After the time period is up, we will choose eight finalists in which you will vote for your favorite.

Everyone is allowed to participate! Join allnurses.com! It's Free!

Share and tell your friends, family, and co-workers to join the fun!

UPDATE: We have chosen the top 8 captions.

Vote for your favorite - Top 8 Captions - Select winning caption in our Christmas Nursing Caption Contest

What do I need to do to get a cup of egg nog around here?

I am tired of everyone saying how short and cute I am. If you get the orthopedic doctor to make me taller I will make sure you get on the nice list this year.

Nurse: "I'm sorry Mr. E but we don't have a psych unit".

Elf: "Do you know what it's like working for a guy who works one day a year, gets all the money AND all of the recognition?

Nurse: "Yes, I do".

"I work 364 days a year and demand a shorter bed AND one of those air mattresses!"

"I was stowed away under the sleigh when rudolph made a sharp right....when I woke up I was here."

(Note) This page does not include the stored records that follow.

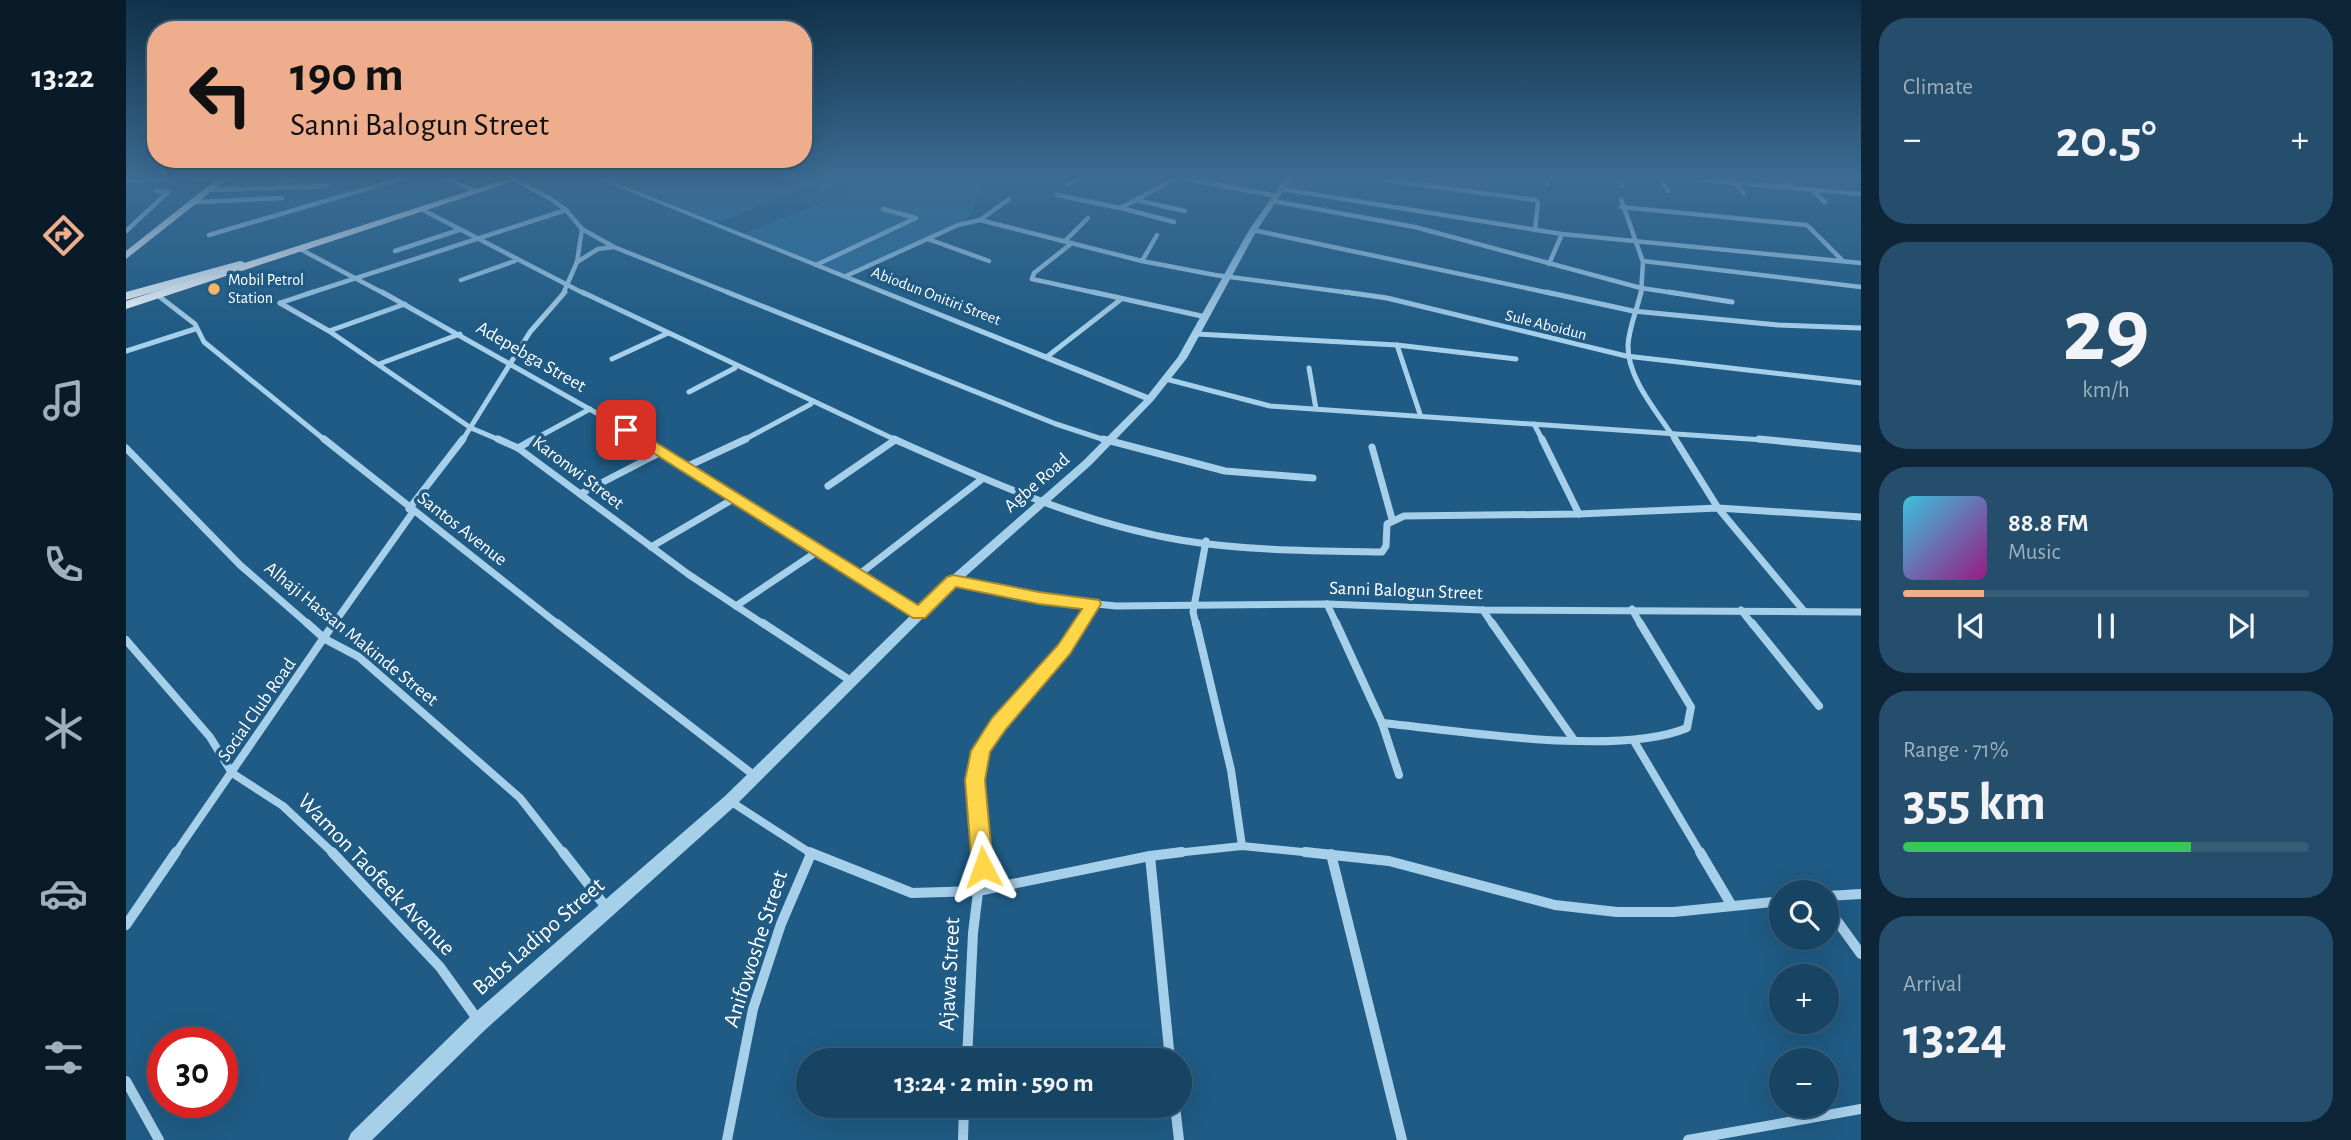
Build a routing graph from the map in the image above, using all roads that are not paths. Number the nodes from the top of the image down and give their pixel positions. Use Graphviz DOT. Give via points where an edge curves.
graph roads {
  1 [pos="156,229"];
  2 [pos="159,229"];
  3 [pos="229,229"];
  4 [pos="350,229"];
  5 [pos="358,229"];
  6 [pos="508,229"];
  7 [pos="582,229"];
  8 [pos="727,229"];
  9 [pos="892,229"];
  10 [pos="949,229"];
  11 [pos="1017,229"];
  12 [pos="1077,229"];
  13 [pos="1426,229"];
  14 [pos="1529,229"];
  15 [pos="1629,229"];
  16 [pos="1811,229"];
  17 [pos="459,230"];
  18 [pos="1253,230"];
  19 [pos="1535,230"];
  20 [pos="1562,234"];
  21 [pos="209,235"];
  22 [pos="1157,235"];
  23 [pos="478,239"];
  24 [pos="928,239"];
  25 [pos="1065,241"];
  26 [pos="1634,242"];
  27 [pos="1072,243"];
  28 [pos="614,247"];
  29 [pos="300,248"];
  30 [pos="394,251"];
  31 [pos="126,253"];
  32 [pos="515,261"];
  33 [pos="989,261"];
  34 [pos="1142,261"];
  35 [pos="1643,261"];
  36 [pos="1843,261"];
  37 [pos="577,262"];
  38 [pos="1861,263"];
  39 [pos="1549,264"];
  40 [pos="242,265"];
  41 [pos="816,265"];
  42 [pos="846,276"];
  43 [pos="1227,277"];
  44 [pos="358,278"];
  45 [pos="461,280"];
  46 [pos="568,285"];
  47 [pos="1861,287"];
  48 [pos="1642,288"];
  49 [pos="160,297"];
  50 [pos="1120,300"];
  51 [pos="1732,302"];
  52 [pos="126,303"];
  53 [pos="405,304"];
  54 [pos="1633,311"];
  55 [pos="1206,317"];
  56 [pos="1861,328"];
  57 [pos="195,329"];
  58 [pos="329,331"];
  59 [pos="668,332"];
  60 [pos="460,334"];
  61 [pos="1196,334"];
  62 [pos="1397,345"];
  63 [pos="126,351"];
  64 [pos="1048,356"];
  65 [pos="1626,356"];
  66 [pos="612,359"];
  67 [pos="1516,359"];
  68 [pos="379,364"];
  69 [pos="512,365"];
  70 [pos="734,368"];
  71 [pos="1309,368"];
  72 [pos="1166,379"];
  73 [pos="1861,383"];
  74 [pos="689,392"];
  75 [pos="1150,399"];
  76 [pos="811,404"];
  77 [pos="590,409"];
  78 [pos="1317,409"];
  79 [pos="1420,414"];
  80 [pos="1534,424"];
  81 [pos="471,428"];
  82 [pos="1673,434"];
  83 [pos="895,440"];
  84 [pos="1108,441"];
  85 [pos="1372,447"];
  86 [pos="126,448"];
  87 [pos="518,448"];
  88 [pos="1861,449"];
  89 [pos="663,451"];
  90 [pos="688,466"];
  91 [pos="1313,478"];
  92 [pos="982,479"];
  93 [pos="828,485"];
  94 [pos="580,494"];
  95 [pos="735,498"];
  96 [pos="1041,500"];
  97 [pos="1718,508"];
  98 [pos="411,511"];
  99 [pos="1579,514"];
  100 [pos="1861,517"];
  101 [pos="1392,519"];
  102 [pos="1206,541"];
  103 [pos="652,547"];
  104 [pos="818,551"];
  105 [pos="857,576"];
  106 [pos="953,580"];
  107 [pos="1093,604"];
  108 [pos="1193,604"];
  109 [pos="1327,604"];
  110 [pos="737,606"];
  111 [pos="1632,609"];
  112 [pos="1483,610"];
  113 [pos="1741,610"];
  114 [pos="1804,611"];
  115 [pos="1861,612"];
  116 [pos="919,614"];
  117 [pos="325,639"];
  118 [pos="126,640"];
  119 [pos="851,681"];
  120 [pos="1819,706"];
  121 [pos="1382,723"];
  122 [pos="1574,740"];
  123 [pos="1634,741"];
  124 [pos="233,773"];
  125 [pos="1399,775"];
  126 [pos="755,776"];
  127 [pos="730,801"];
  128 [pos="1242,846"];
  129 [pos="811,854"];
  130 [pos="1331,854"];
  131 [pos="1150,856"];
  132 [pos="978,891"];
  133 [pos="1861,894"];
  134 [pos="1839,895"];
  135 [pos="1769,902"];
  136 [pos="1732,906"];
  137 [pos="608,909"];
  138 [pos="1839,923"];
  139 [pos="126,925"];
  140 [pos="1861,954"];
  141 [pos="479,1021"];
  142 [pos="968,1048"];
  143 [pos="1169,1048"];
  144 [pos="126,1080"];
  145 [pos="1861,1109"];
  146 [pos="964,1118"];
  147 [pos="1177,1118"];
  148 [pos="159,1140"];
  149 [pos="358,1140"];
  150 [pos="727,1140"];
  151 [pos="963,1140"];
  152 [pos="1180,1140"];
  153 [pos="1402,1140"];
  154 [pos="1688,1140"];
  1 -- 31 [label="main road"];
  2 -- 31 [label="main road"];
  3 -- 21 [label="street"];
  4 -- 40 [label="highway"];
  5 -- 29 [label="highway"];
  6 -- 23 [label="street"];
  7 -- 28 [label="street"];
  7 -- 37 [label="street, Social Club Road"];
  8 -- 41 [label="street, Abiodun Onitiri Street"];
  9 -- 41 [label="street"];
  10 -- 24 [label="street"];
  11 -- 25 [label="street, Sule Aboidun"];
  12 -- 25 [label="street"];
  13 -- 39 [label="street"];
  14 -- 19 [label="street"];
  15 -- 26 [label="street"];
  16 -- 36 [label="street"];
  17 -- 23 [label="street"];
  17 -- 30 [label="street"];
  18 -- 43 [label="street, Agbe Road"];
  18 -- 54 [label="street"];
  19 -- 20 [label="street"];
  20 -- 26 [label="street"];
  20 -- 39 [label="street"];
  22 -- 34 [label="street"];
  23 -- 32 [label="street"];
  23 -- 44 [label="street"];
  24 -- 33 [label="street"];
  24 -- 42 [label="street"];
  25 -- 27 [label="street, Sule Aboidun"];
  26 -- 35 [label="street"];
  26 -- 36 [label="street"];
  27 -- 34 [label="street, Sule Aboidun"];
  27 -- 50 [label="street" via="1032,279"];
  28 -- 37 [label="street" via="594,251"];
  28 -- 84 [label="street" via="962,388"];
  29 -- 40 [label="highway"];
  29 -- 44 [label="street, Adepebga Street"];
  32 -- 45 [label="street"];
  32 -- 46 [label="street"];
  34 -- 43 [label="street, Sule Aboidun"];
  35 -- 47 [label="street"];
  35 -- 48 [label="street"];
  36 -- 38 [label="street"];
  37 -- 46 [label="street, Social Club Road"];
  39 -- 48 [label="street"];
  40 -- 49 [label="main road"];
  40 -- 52 [label="highway"];
  41 -- 42 [label="street, Abiodun Onitiri Street"];
  42 -- 64 [label="street, Abiodun Onitiri Street"];
  43 -- 55 [label="street, Agbe Road"];
  43 -- 65 [label="street, Sule Aboidun" via="1387,298"];
  44 -- 53 [label="street, Adepebga Street"];
  44 -- 58 [label="street, Karonwi Street" via="280,303"];
  46 -- 59 [label="street"];
  46 -- 69 [label="street, Social Club Road" via="530,332"];
  48 -- 51 [label="street"];
  48 -- 54 [label="street"];
  49 -- 52 [label="main road"];
  49 -- 57 [label="street, Santos Avenue" via="195,324"];
  50 -- 55 [label="street"];
  50 -- 64 [label="street"];
  53 -- 58 [label="street"];
  53 -- 60 [label="street, Adepebga Street"];
  54 -- 56 [label="street"];
  54 -- 65 [label="street"];
  55 -- 61 [label="street, Agbe Road"];
  57 -- 63 [label="street"];
  57 -- 98 [label="street, Santos Avenue" via="204,342"];
  58 -- 68 [label="street, Karonwi Street"];
  59 -- 66 [label="street"];
  59 -- 70 [label="street"];
  60 -- 68 [label="street"];
  60 -- 69 [label="street, Adepebga Street"];
  61 -- 62 [label="street"];
  61 -- 72 [label="street, Agbe Road"];
  62 -- 67 [label="street"];
  62 -- 79 [label="street"];
  64 -- 75 [label="street, Abiodun Onitiri Street"];
  65 -- 73 [label="street, Sule Aboidun"];
  65 -- 82 [label="street"];
  68 -- 81 [label="street, Karonwi Street"];
  69 -- 77 [label="street, Adepebga Street"];
  69 -- 81 [label="street, Social Club Road"];
  70 -- 74 [label="street"];
  70 -- 76 [label="street"];
  71 -- 78 [label="street"];
  72 -- 75 [label="street, Agbe Road"];
  72 -- 78 [label="street" via="1259,404"];
  75 -- 84 [label="street, Agbe Road"];
  76 -- 83 [label="street"];
  76 -- 90 [label="street"];
  77 -- 87 [label="street"];
  77 -- 89 [label="street, Adepebga Street"];
  78 -- 79 [label="street"];
  79 -- 80 [label="street"];
  80 -- 82 [label="street"];
  80 -- 99 [label="street"];
  81 -- 87 [label="street, Karonwi Street"];
  81 -- 98 [label="street, Social Club Road"];
  82 -- 88 [label="street"];
  82 -- 97 [label="street"];
  83 -- 92 [label="street"];
  83 -- 93 [label="street"];
  84 -- 91 [label="street" via="1225,471"];
  84 -- 96 [label="street, Agbe Road"];
  85 -- 101 [label="street"];
  86 -- 117 [label="street, Alhaji Hassan Makinde Street" via="240,565"];
  87 -- 94 [label="street, Karonwi Street"];
  89 -- 90 [label="street, Adepebga Street"];
  89 -- 94 [label="street"];
  90 -- 95 [label="street, Adepebga Street"];
  92 -- 96 [label="street"];
  92 -- 105 [label="street"];
  94 -- 103 [label="street, Karonwi Street"];
  95 -- 103 [label="street"];
  95 -- 104 [label="street, Adepebga Street"];
  96 -- 102 [label="street" via="1157,536"];
  96 -- 106 [label="street, Agbe Road"];
  97 -- 99 [label="street"];
  97 -- 100 [label="street"];
  97 -- 114 [label="street"];
  98 -- 117 [label="street, Social Club Road"];
  98 -- 126 [label="street, Santos Avenue"];
  99 -- 101 [label="street"];
  101 -- 102 [label="street" via="1382,552"];
  102 -- 108 [label="street"];
  103 -- 110 [label="street, Karonwi Street"];
  104 -- 105 [label="street, Adepebga Street"];
  104 -- 110 [label="street"];
  105 -- 116 [label="street, Adepebga Street"];
  106 -- 107 [label="street, Sanni Balogun Street"];
  106 -- 116 [label="street, Agbe Road"];
  107 -- 108 [label="street, Sanni Balogun Street"];
  107 -- 132 [label="street, Ajawa Street" via="1064,650 980,751 975,780 983,854"];
  108 -- 109 [label="street, Sanni Balogun Street"];
  108 -- 128 [label="street" via="1231,770"];
  109 -- 112 [label="street, Sanni Balogun Street"];
  109 -- 121 [label="street"];
  110 -- 119 [label="street, Karonwi Street"];
  111 -- 112 [label="street, Sanni Balogun Street"];
  111 -- 113 [label="street, Sanni Balogun Street"];
  111 -- 123 [label="street" via="1691,707 1686,728"];
  112 -- 122 [label="street"];
  113 -- 114 [label="street, Sanni Balogun Street"];
  113 -- 120 [label="street"];
  114 -- 115 [label="street, Sanni Balogun Street"];
  116 -- 119 [label="street, Agbe Road"];
  117 -- 124 [label="street, Social Club Road"];
  117 -- 137 [label="street, Alhaji Hassan Makinde Street" via="359,657 520,798"];
  118 -- 124 [label="street, Wamon Taofeek Avenue" via="210,737"];
  119 -- 126 [label="street, Agbe Road"];
  121 -- 122 [label="street"];
  121 -- 125 [label="street"];
  122 -- 123 [label="street"];
  123 -- 136 [label="street"];
  124 -- 139 [label="street, Social Club Road"];
  124 -- 141 [label="street, Wamon Taofeek Avenue" via="283,806 331,852 440,967"];
  126 -- 127 [label="street, Babs Ladipo Street"];
  127 -- 129 [label="street"];
  127 -- 137 [label="street, Babs Ladipo Street"];
  128 -- 130 [label="street"];
  128 -- 131 [label="street"];
  129 -- 132 [label="street" via="912,892"];
  129 -- 150 [label="street, Anifowoshe Street" via="753,1009"];
  130 -- 136 [label="street" via="1389,861 1555,905 1617,912"];
  130 -- 153 [label="street"];
  131 -- 132 [label="street"];
  131 -- 143 [label="street"];
  132 -- 142 [label="street, Ajawa Street"];
  133 -- 134 [label="street"];
  135 -- 136 [label="street"];
  137 -- 141 [label="street, Babs Ladipo Street"];
  138 -- 140 [label="street"];
  141 -- 149 [label="street, Babs Ladipo Street"];
  144 -- 148 [label="street"];
  145 -- 154 [label="street"];
  146 -- 151 [label="street"];
  147 -- 152 [label="street"];
}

"Why am I in a psychiatric unit? I told you, Santa IS my immediate family and can be reached at the North Pole!"

There's actually nothing physically wrong with me...I suffer from low elf-esteem.

It's not easy being green!!!

I'm overworked and underpaid and I can't get any time off! You know what it feels like!!!

The doc keeps telling me I'm "Bi-Polar", but I've told him over 100 times I'M ONLY FROM THE NORTH ONE!!! He doesn't get it!

"You of all people should understand - this is the only way I can get Christmas off."

Elf: If you think you are discharging me think again. Your name was on the naughty list this year. I get my extended work excuse and I'll make sure you don't get a box full of coal.